Although intravenous augmentation therapy of pooled human A1AT protein is available as a supportive therapy for adults with lung disease, it is not considered appropriate treatment for liver-affected patients. In patients with severe liver disease who are awaiting transplantation, morbidity increases with the complications of cholestasis, portal hypertension, and cirrhosis, all of which lead to end-stage liver failure. These patients can succumb to life-threatening variceal bleeding, coagulopathy, and encephalopathy. Proteotoxic stress also triggers malignant transformation to HCC. Liver transplantation is the only curative therapy for A1ATD liver disease at this time [39]. A1ATD accounts for 3.51% of pediatric liver transplants, with 1-, 3-, and 5-year graft survivals of 84, 81, and 78% respectively, and patient survivals of 92, 90, and 90% respectively [40]. In contrast to children, a recent analysis of three US transplantation databases reported that 77.2% of 1677 total liver transplants with a reported diagnosis of A1ATD were adults (peak age 50–64), similar to other age-dependent degenerative disorders [25]. Recipients express the donor phenotype; therefore, the progression of lung disease is halted, and they do not experience recurrence of liver disease [40]. Overall, both adults and children with A1ATD appear to have excellent survival post-liver transplant [40]. Nevertheless, promising new small molecule therapies (Fig. 2) can be developed to ease the public health burden from end-stage liver failure and limited availability of donor organs.
Fig. 2

Pathogenesis of liver disease in A1AT deficiency and potential pharmacologic interventions. Mutated A1AT is produced in the nucleus, transported to the ER where it aggregates, and forms ATZ globules. Therapeutic targets focus on several common pathways. (1) genetic modification: RNAi, viral gene transfer, and stem cell therapy. (2) Increase autophagy: carbamazepine, rapamycin, and bile acids. (3) block polymerization: nucleoside analog S-(4-nitrobenzyl)-6-thioguanosine, single chain antibody fragments (scFv), and compounds that bind to the allosteric cavity of A1AT. (4) increase secretion: phenylbutyrate. IC intercellular, EC extracellular, rER rough endoplasmic reticulum, AP autophagosome, L lysosome (modified from Khan 2016 [2])

Evolving Therapies

Chaperones

One approach to reduce the accumulation ATZ globules is to increase their transport out of the ER with chemical chaperones. Phenylbutyrate (PBA) is already used as an ammonia scavenger in urea cycle disorders and has been used as a chaperone in several other diseases [41, 42, 43, 44, 45, 46, 47]. Utilizing the CJZ12B cell line genetically engineered to over-express ATZ proteins, PBA resulted in a fivefold increase in the secretion of A1AT into the extracellular fluid. The secreted A1AT was likely functionally active as a serpin, because it was able to form a complex with elastase. PiZ transgenic mice, which over-express human ATZ to recapitulate the liver disease found in A1ATD, were used as an in vivo model with similar findings [48]. Unfortunately, when PBA was given in an open-label study to 10 patients with A1ATD for 2 weeks, there was no increase in serum protein levels of A1AT, and metabolic side effects were noted [49]. Clearly, more research is needed to clarify the therapeutic role of such chaperones in protein-folding, trafficking, and secretion of soluble A1AT.

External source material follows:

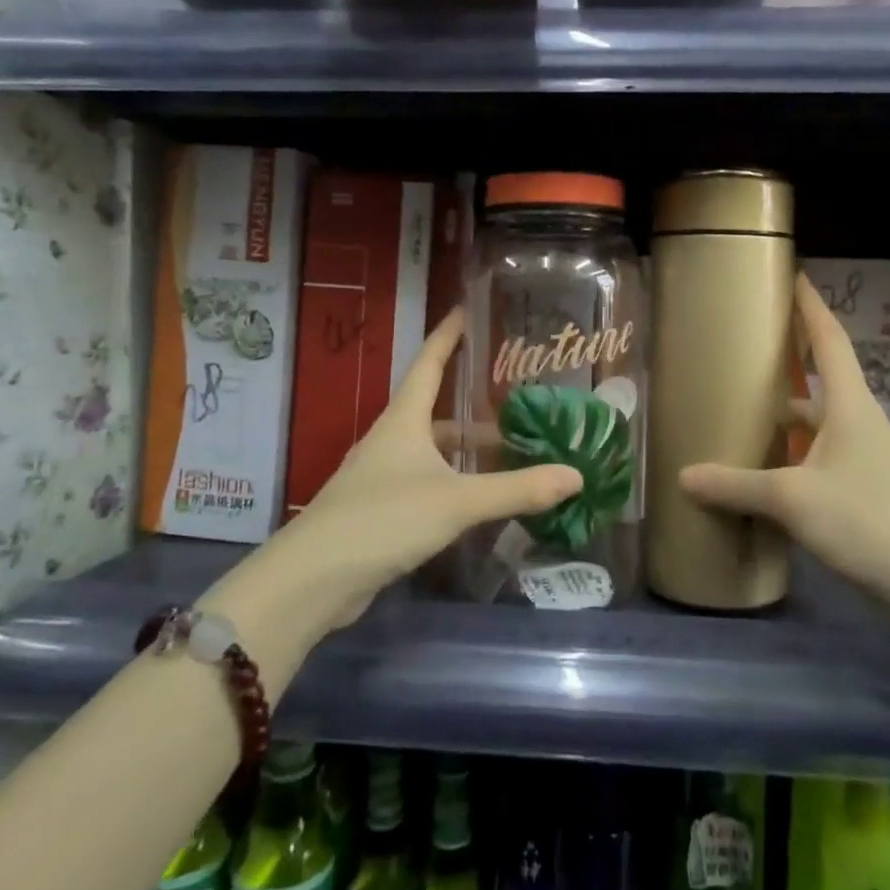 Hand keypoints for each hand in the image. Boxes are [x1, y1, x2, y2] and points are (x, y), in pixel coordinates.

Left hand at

Autophagy-Enhancing Agents

Autophagy allows for directed removal of dysfunctional intracellular proteins, and therefore is an appropriate target for therapy to process insoluble ATZ globules. Several medications currently used for other diseases have been found to also enhance autophagy. Caenorhabditis elegans have been used as a high-throughput and high-content live animal screening model because they are small, easy to grow, and transparent, allowing proteins to be fluorescently labeled in order to track outcomes [50, 51, 52]. Although C. elegans is a simple roundworm that lacks respiratory, circulatory, and hepatobiliary systems, it can be genetically engineered to express wild-type (ATM) or mutant forms (ATZ) of the human SERPINA1 gene fused to green fluorescent protein (GFP) [53]. These animals secrete soluble ATM-GFP but retain polymerized ATZ-GFP protein within dilated ER cisternae. Utilizing a library of 1280 pharmacologically active compounds, C. elegans demonstrated a decrease in ATZ-GFP with the application of cantharidin, tamoxifen, fluphenazine, and pimozide [54]. Although these results are preliminary, they encourage the screening of approved medications with known safety profiles to expedite developments in treatment.

Rapamycin and carbamazepine are other examples of medications used for alternate diseases that could be repurposed to treat A1ATD by targeting autophagic pathways. Rapamycin is an mTOR inhibitor used for immunosuppression, but it has also been shown to enhance autophagy [55, 56]. Daily dosing had no impact in PiZ mice; however, when the same dosage was consolidated to weekly administration, there was a significant increase in autophagic vacuoles with a concomitant decrease in ATZ protein, and improved hepatic fibrosis. There was also a decrease in compensatory hepatocellular proliferation, which is another known response to hepatocyte damage [38, 57]. As a drug that is already approved by the FDA, rapamycin may be an appropriate target for further trials; however, concerns exist about this drug’s potential lung toxicity, which though rare, may aggravate underlying lung dysfunction in patients with A1ATD.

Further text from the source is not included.